Отец Бернард осел на пол, ибо ноги перестали держать его. От душевной боли он едва мог дышать. Он видел, как очистилось от крови лицо и тело Агниса, как он оказался одетым в алую шелковую рубаху, подпоясанную золотым поясом с кистями. И лицо его было сейчас чистым и светлым.

- Бог лжи, дьявол северных язычников…

- Бросьте, святой отец, - голос рыжего зазвучал мягче, и насмешка в нем перестала быть злою. – Разве может быть зол или добр огонь? Он жжет тех, кто не может укротить его. Если люди слабы – разве огонь в том виновен? Если огонь выявляет, освещает то, что прежде было скрыто – разве его в том вина? Я не враг вам. Я враг равнодушному черствому сердцу, чуждому любви. Я враг серости, которой недоступно солнце. Вспомните ваш храм до того, как появился я – серость, убогость и смертельная скука. Да и вы сами, святой отец…

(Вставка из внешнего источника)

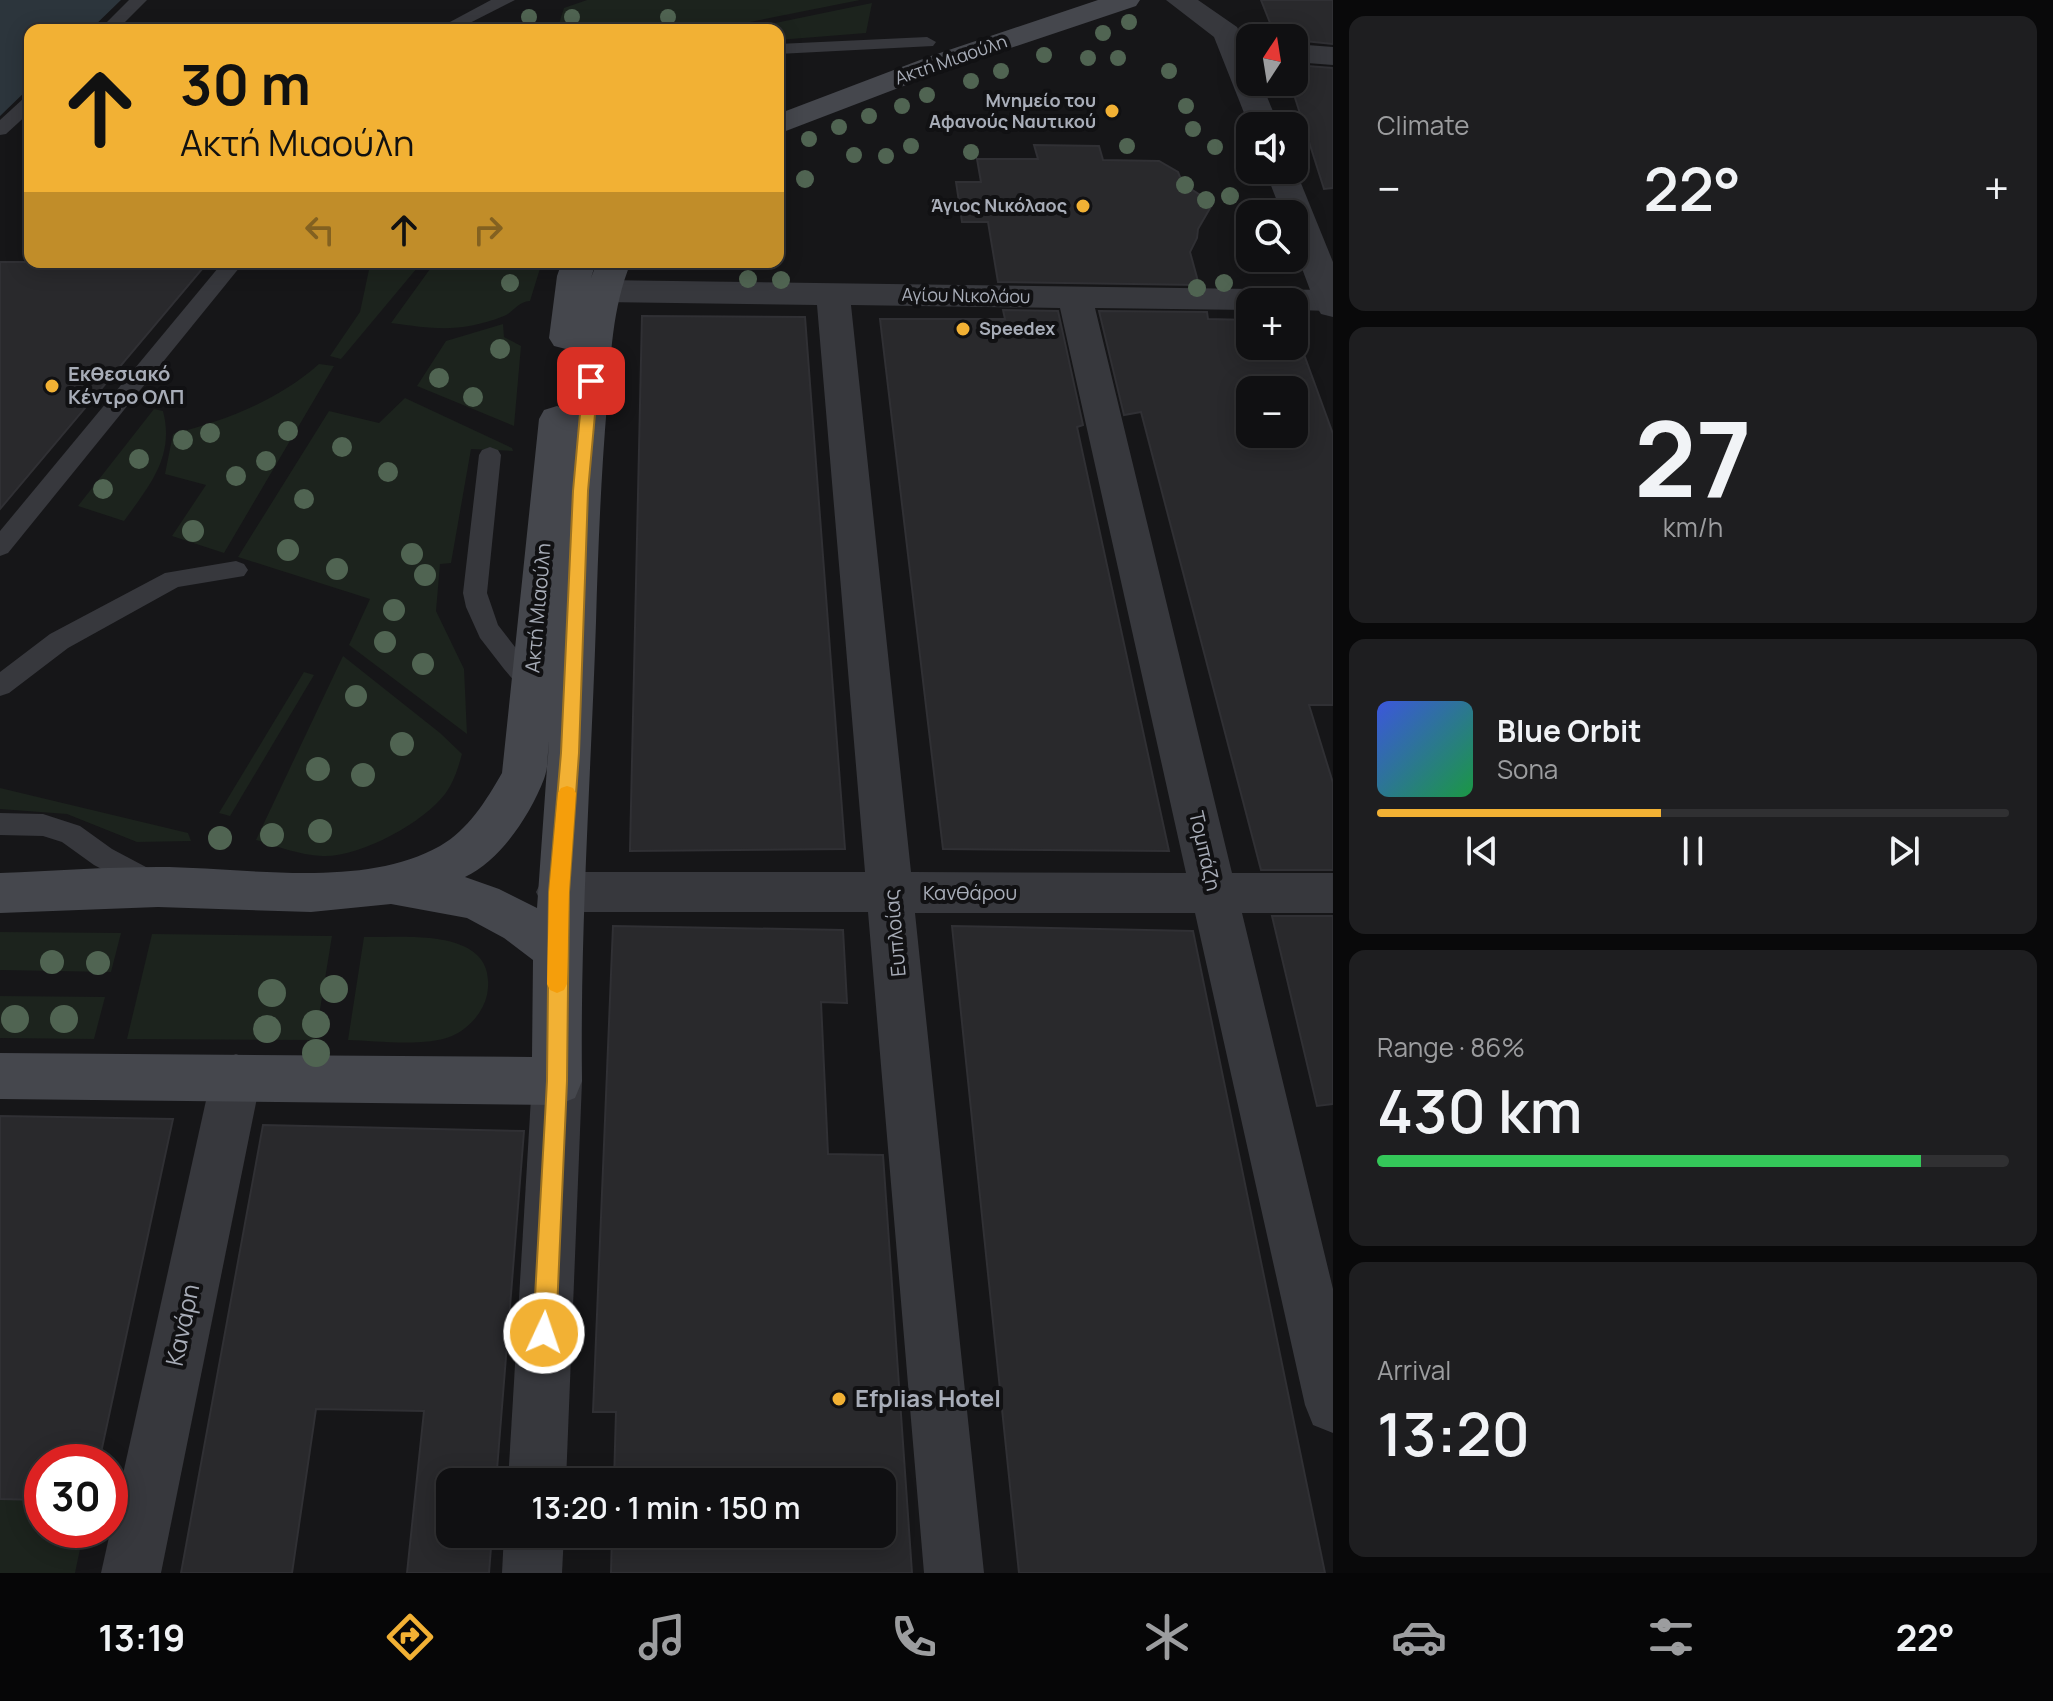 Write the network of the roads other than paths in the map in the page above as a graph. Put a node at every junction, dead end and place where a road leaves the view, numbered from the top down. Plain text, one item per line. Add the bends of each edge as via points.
1 (139, 0) edge
2 (507, 0) edge
3 (1044, 0) edge
4 (1126, 0) edge
5 (1145, 0) edge
6 (1180, 0) edge
7 (113, 24) edge
8 (454, 24) edge
9 (927, 42) junction
10 (1236, 43) edge
11 (1236, 48) edge
12 (784, 49) edge
13 (1308, 54) edge
14 (1333, 56) edge
15 (801, 86) dead end
16 (24, 108) edge
17 (784, 123) edge
18 (0, 130) edge
19 (1308, 212) edge
20 (1333, 224) edge
21 (1308, 240) edge
22 (229, 268) edge
23 (598, 272) edge
24 (833, 294) junction
25 (1075, 297) junction
26 (1332, 303) edge
27 (490, 455) dead end
28 (0, 547) edge
29 (236, 570) dead end
30 (531, 683) junction
31 (0, 686) edge
32 (0, 824) edge
33 (389, 885) junction
34 (158, 887) junction
35 (559, 892) junction
36 (0, 893) edge
37 (891, 893) junction
38 (1215, 893) junction
39 (1333, 893) edge
40 (557, 951) junction
41 (0, 1076) edge
42 (236, 1078) junction
43 (557, 1081) junction
44 (1333, 1405) edge
45 (538, 1468) edge
46 (533, 1548) edge
47 (131, 1573) edge
48 (532, 1573) edge
49 (954, 1573) edge

1 - 7 lane
2 - 8 lane
3 - 9 main road, Ακτή Μιαούλη
4 - 17 main road, Ακτή Μιαούλη via 938,63
5 - 11 street via 1209,41
6 - 10 street
9 - 12 lane
9 - 15 main road, Ακτή Μιαούλη
13 - 14 street
16 - 18 lane
19 - 20 street
21 - 26 street
22 - 28 lane
23 - 24 street, Αγίου Νικολάου
23 - 30 main road, Ακτή Μιαούλη via 574,276
23 - 35 main road, Ακτή Μιαούλη
24 - 25 street, Αγίου Νικολάου
24 - 37 street, Ευπλοίας
25 - 26 street, Αγίου Νικολάου
25 - 38 street, Τομπάζη
27 - 30 lane via 475,593 494,643
29 - 31 lane via 173,579 59,641
30 - 33 main road, Ακτή Μιαούλη via 524,776 495,825 455,861
32 - 34 lane via 43,825 71,834
33 - 34 main road, Ακτή Μιαούλη via 346,892
33 - 40 main road, Ακτή Μιαούλη via 455,893 485,903
34 - 36 main road, Ακτή Μιαούλη
35 - 37 street, Κανθάρου
35 - 40 main road, Ακτή Μιαούλη
37 - 38 street, Κανθάρου
37 - 49 street, Ευπλοίας
38 - 39 street, Κανθάρου
38 - 44 street, Τομπάζη
40 - 43 main road, Ακτή Μιαούλη
41 - 42 main road
42 - 43 main road
42 - 47 street, Κανάρη
43 - 45 street
46 - 48 street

- Вы правы, - покорно кивнул священник. – Мое теперешнее положение тоже ваших рук дело? И та… женщина… - он содрогнулся, вспомнив графиню Абигайль.

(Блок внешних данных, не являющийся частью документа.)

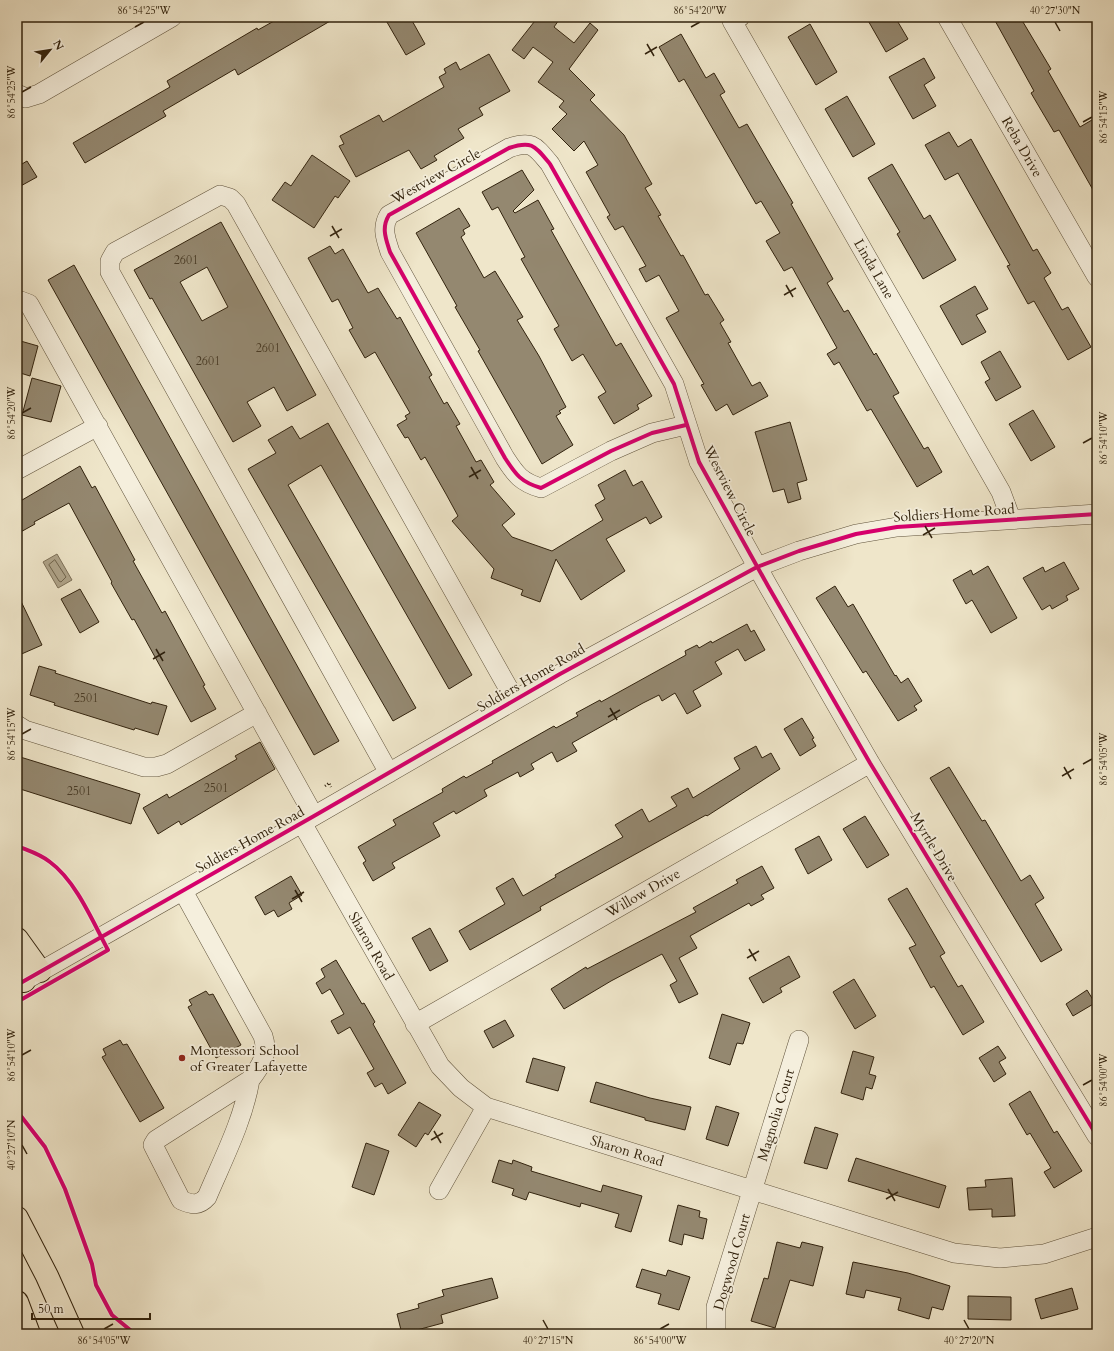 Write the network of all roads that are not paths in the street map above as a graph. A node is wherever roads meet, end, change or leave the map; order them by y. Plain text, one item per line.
1 (172, 17) edge
2 (947, 17) edge
3 (736, 19) edge
4 (17, 94) edge
5 (1097, 277) edge
6 (17, 303) edge
7 (686, 425) junction
8 (98, 426) junction
9 (17, 470) edge
10 (1097, 514) edge
11 (1011, 519) junction
12 (757, 566) junction
13 (515, 700) junction
14 (257, 712) junction
15 (17, 725) edge
16 (870, 763) junction
17 (389, 773) junction
18 (308, 820) junction
19 (183, 891) junction
20 (17, 939) edge
21 (25, 977) edge
22 (415, 1024) junction
23 (799, 1040) dead end
24 (250, 1080) junction
25 (486, 1107) junction
26 (1097, 1136) edge
27 (439, 1190) dead end
28 (752, 1190) junction
29 (17, 1218) edge
30 (1097, 1237) edge
31 (17, 1302) edge
32 (30, 1334) edge
33 (73, 1334) edge
34 (716, 1334) edge

1 - 4 street
2 - 5 street, Reba Drive
3 - 11 street, Linda Lane
6 - 8 street, Sharon Road
7 - 7 street, Westview Circle
7 - 12 street, Westview Circle
8 - 9 street
8 - 14 street, Sharon Road
10 - 11 street, Soldiers Home Road
11 - 12 street, Soldiers Home Road
12 - 13 street, Soldiers Home Road
12 - 16 street, Myrtle Drive
13 - 17 street, Soldiers Home Road
13 - 17 street
14 - 15 street
14 - 18 street, Sharon Road
16 - 22 street, Willow Drive
16 - 26 street, Myrtle Drive
17 - 18 street, Soldiers Home Road
18 - 19 street, Soldiers Home Road
18 - 22 street, Sharon Road
19 - 21 street, Soldiers Home Road
19 - 24 street
20 - 21 highway
22 - 25 street, Sharon Road
23 - 28 street, Magnolia Court
24 - 24 street
25 - 27 street
25 - 28 street, Sharon Road
28 - 30 street, Sharon Road
28 - 34 street, Dogwood Court
29 - 33 highway
31 - 32 highway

- Она демон, - ответил Локи. А затем рассказал священнику о своем споре с повелителем Преисподней.

- Стало быть, ты проиграл спор и теперь должен отдать нечистому свой смех? – спросил отец Бернард. В нем дрогнуло прежнее, сильное и теплое, что каждый раз загоралось в его груди, когда он видел мастера витражей. Дрогнуло, будто возрождающееся из тлеющего уголька пламя.

- Нет, - беспечно улыбнулся Локи. – Вовсе нет. Спора не выиграл никто. Ты оказался тверд.

Он чуть склонил набок голову, изучая лицо священника, ища в нем ликования или хотя бы скрытой радости. Но отец Бернард, даже если и ощущал радость, не спешил проявлять ее. Он сидел молча, о чем-то напряженно раздумывая. И Локи тоже молчал, застыв в своей скорченной позе, будто изваяние. Было тихо-тихо, только возились и пищали где-то в стенах крысы, да потрескивал, коптя, фитилек в светильнике.

- Я много слышал о мессире Алонзо, - вполголоса раздумчиво проговорил священник. - Он не из тех, кто выпускает своих жертв. Есть в нем какое-то диавольское сладострастие – находить все более и более еретиков и чернокнижников, выявлять все более и более ведьм и колдуний. И жечь. Еще отроком я был свидетелем аутодафе, на котором он присутствовал как инквизитор – я хорошо помню, как в его глазах отражалось пламя костра, как он принюхивался к запаху гари, как вслушивался в крики и стоны жертв. Воистину похоть есть не только плотская – есть духовная похоть и духовное сладострастие. И служение благому делу, если с его помощью утоляется духовное сладострастие, превращается в служение злу.

Локи с хрустом потянулся, распрямляя спину, с наслаждением выгнувшись и растягивая все мышцы худого гибкого тела.

- Он не сожжет вас, отче. Ему будет достаточно меня одного. Вы сейчас мелкая рыбешка и не слишком-то гармонируете с судом над таким чернокнижником, как я, - он гордо вздернул острый подбородок. - Кроме того, он человек системы - знаете, из тех, что с блюда орешков сперва возьмут все самые большие и ни за что не съедят маленького, если остался хоть один большой. Одного чернокнижника он уже сжег в Гронинге – бедняга, которого сожгли как Йозефа Делатрикса, был евреем, который поселился в Гронинге всего пару месяцев назад, и был он таким же Йозефом Делатриксом, как вы.